On Sun, May 7, 2017 at 4:24 AM, Max Leske <[hidden email]> wrote:
It's been a while since I wrote this code so my understanding has been coming back in fits and starts. The limitation on the use of the hash bits field is in referring to "out pointers", objects that the saved segment refers to, not on objects internal to the segment. So I think it's fixable.
The hash field is used to map from an object in the heap to its object in the segment. Right now the mapping is from hash (22 bits) to location in the segment / 8, and so limits the size of the segment to 500kb. If an extra level of indirection was added so that hash maps to index in an array of oops, then the segment could contain up to 4m objects and I think that'll be large enough for your use.
If that's still not enough then the al;goriqhm will have to be rewritten to use the first field of the object in the heap to point to its location in the segment, and the first field saved alongside.
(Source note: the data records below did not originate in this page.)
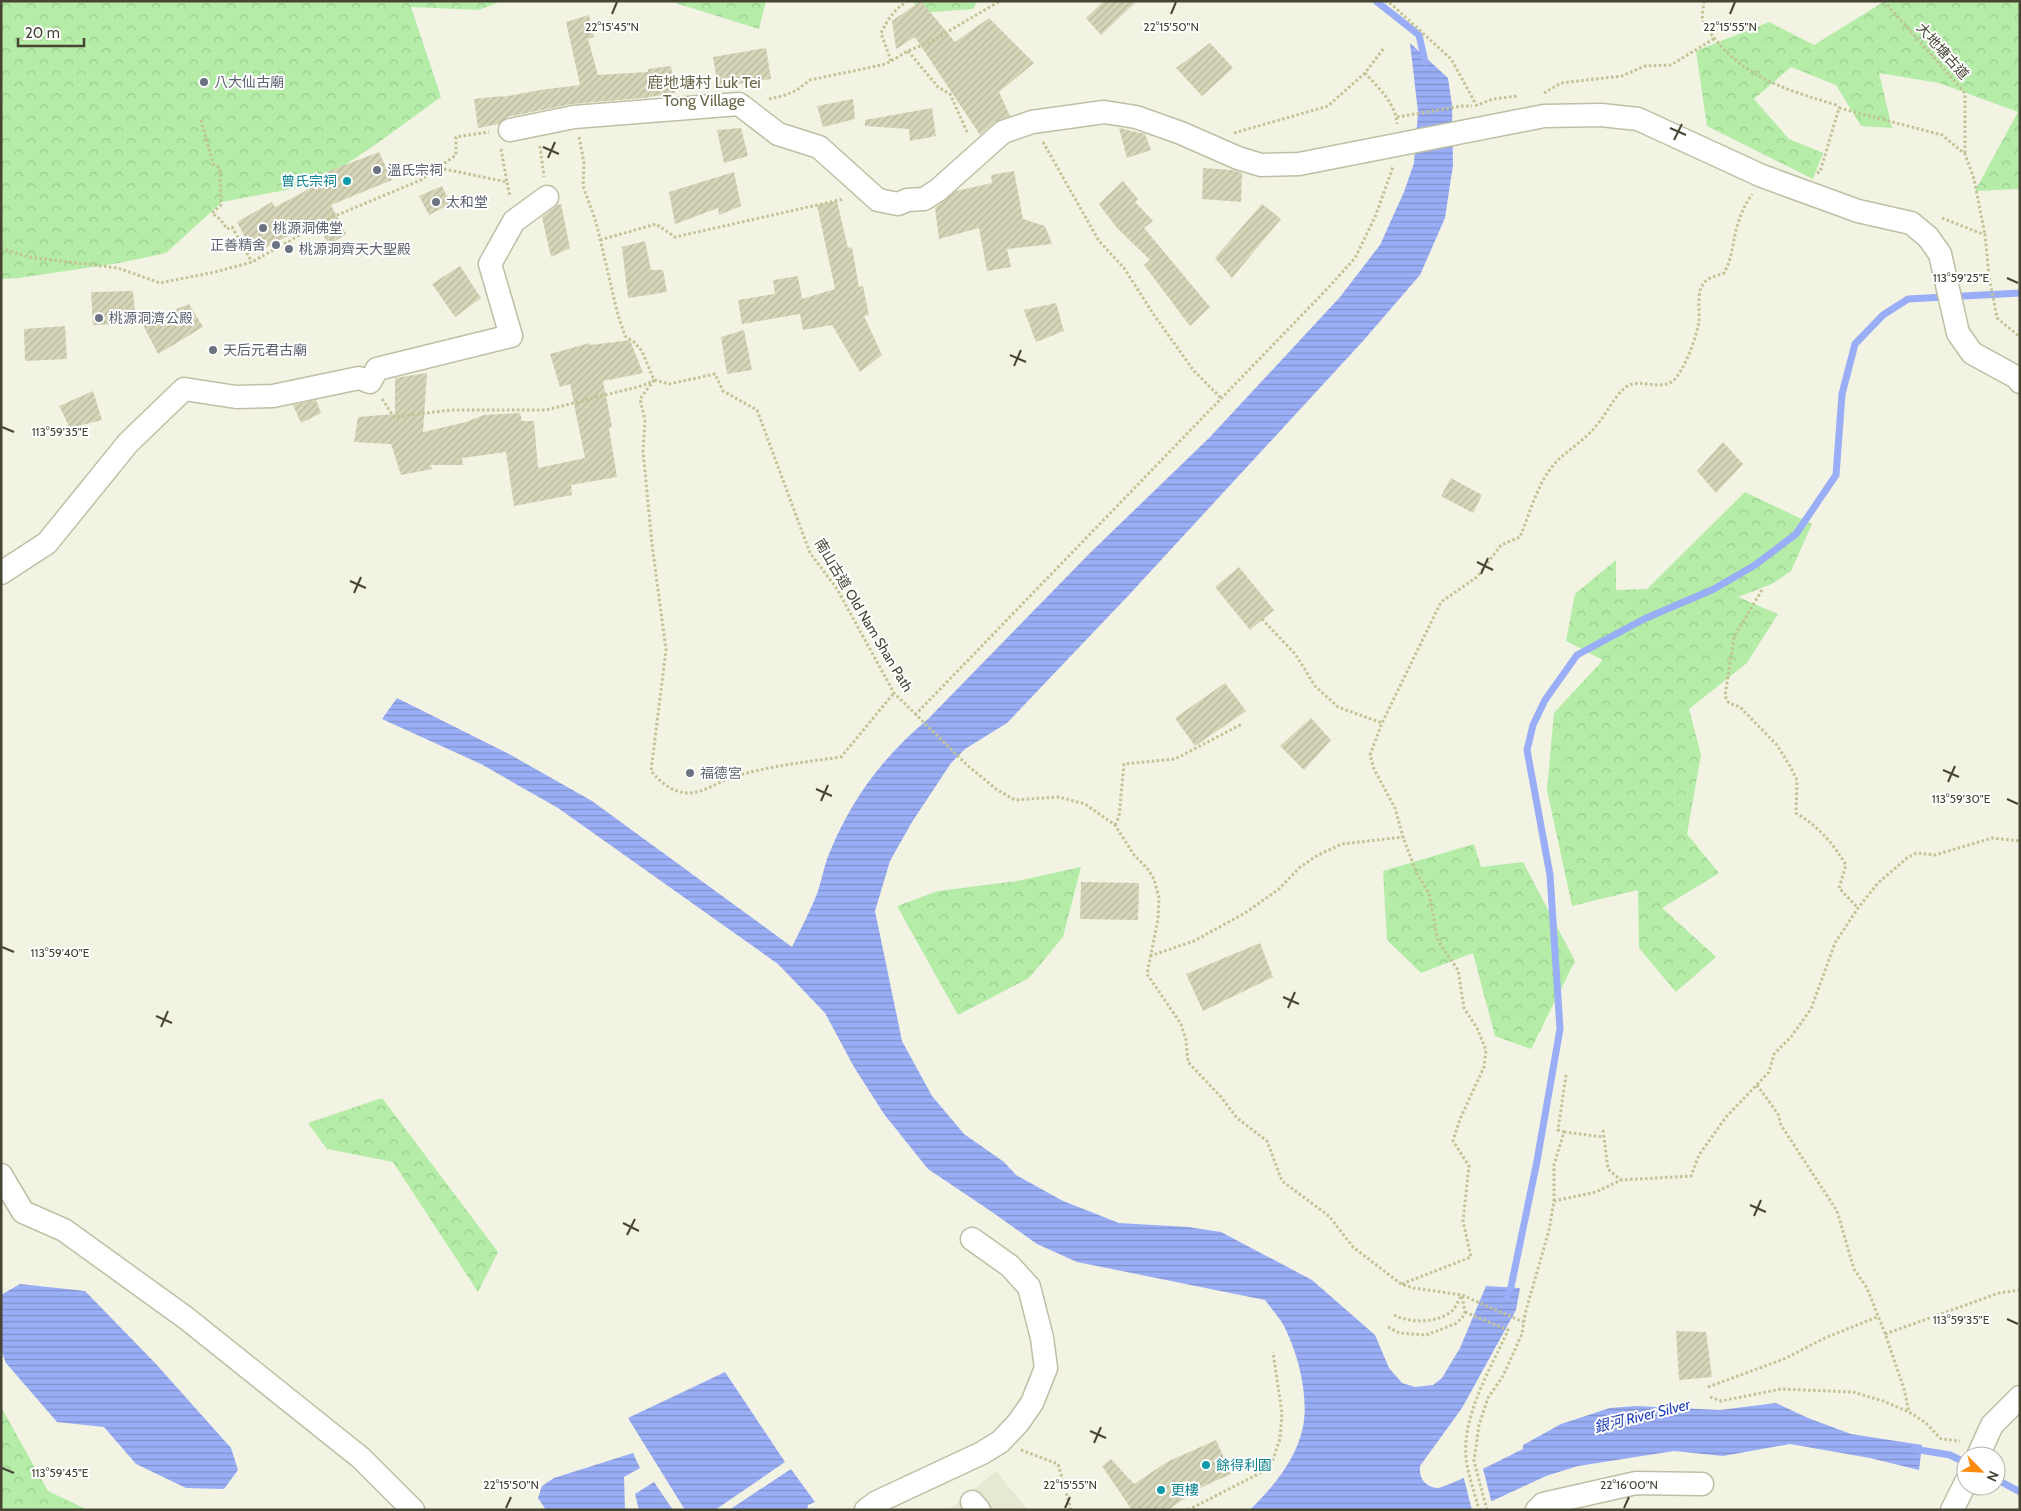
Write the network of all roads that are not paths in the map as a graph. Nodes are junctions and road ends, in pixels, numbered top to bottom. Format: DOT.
graph roads {
  1 [pos="503,131"];
  2 [pos="547,197"];
  3 [pos="2020,382"];
  4 [pos="1,573"];
  5 [pos="1,1175"];
  6 [pos="12,1211"];
  7 [pos="972,1239"];
  8 [pos="2020,1397"];
  9 [pos="1983,1446"];
  10 [pos="1702,1484"];
  11 [pos="413,1510"];
  12 [pos="866,1510"];
  13 [pos="1537,1510"];
  1 -- 3 [label="street"];
  2 -- 4 [label="street"];
  5 -- 6 [label="street"];
  6 -- 11 [label="street"];
  7 -- 12 [label="street"];
  8 -- 9 [label="street"];
  10 -- 13 [label="street"];
}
So let me know. Would you be happy with a fix that provides up to 4m objects per segment or would you want to wait for something with a much higher limit?
I've sampled 10000 classes and 10000 model specific classes at random and got a median #byteSizeOfInstance of 60 bytes. For 4m objects that would mean an upper limit of 240 MB file size. That is enough for me at the moment, yes. I currently need around 120 MB (with a safety margin of 15 MB).
Not having to watch out for that limit would be nice but my priority is to be able to create and read segments.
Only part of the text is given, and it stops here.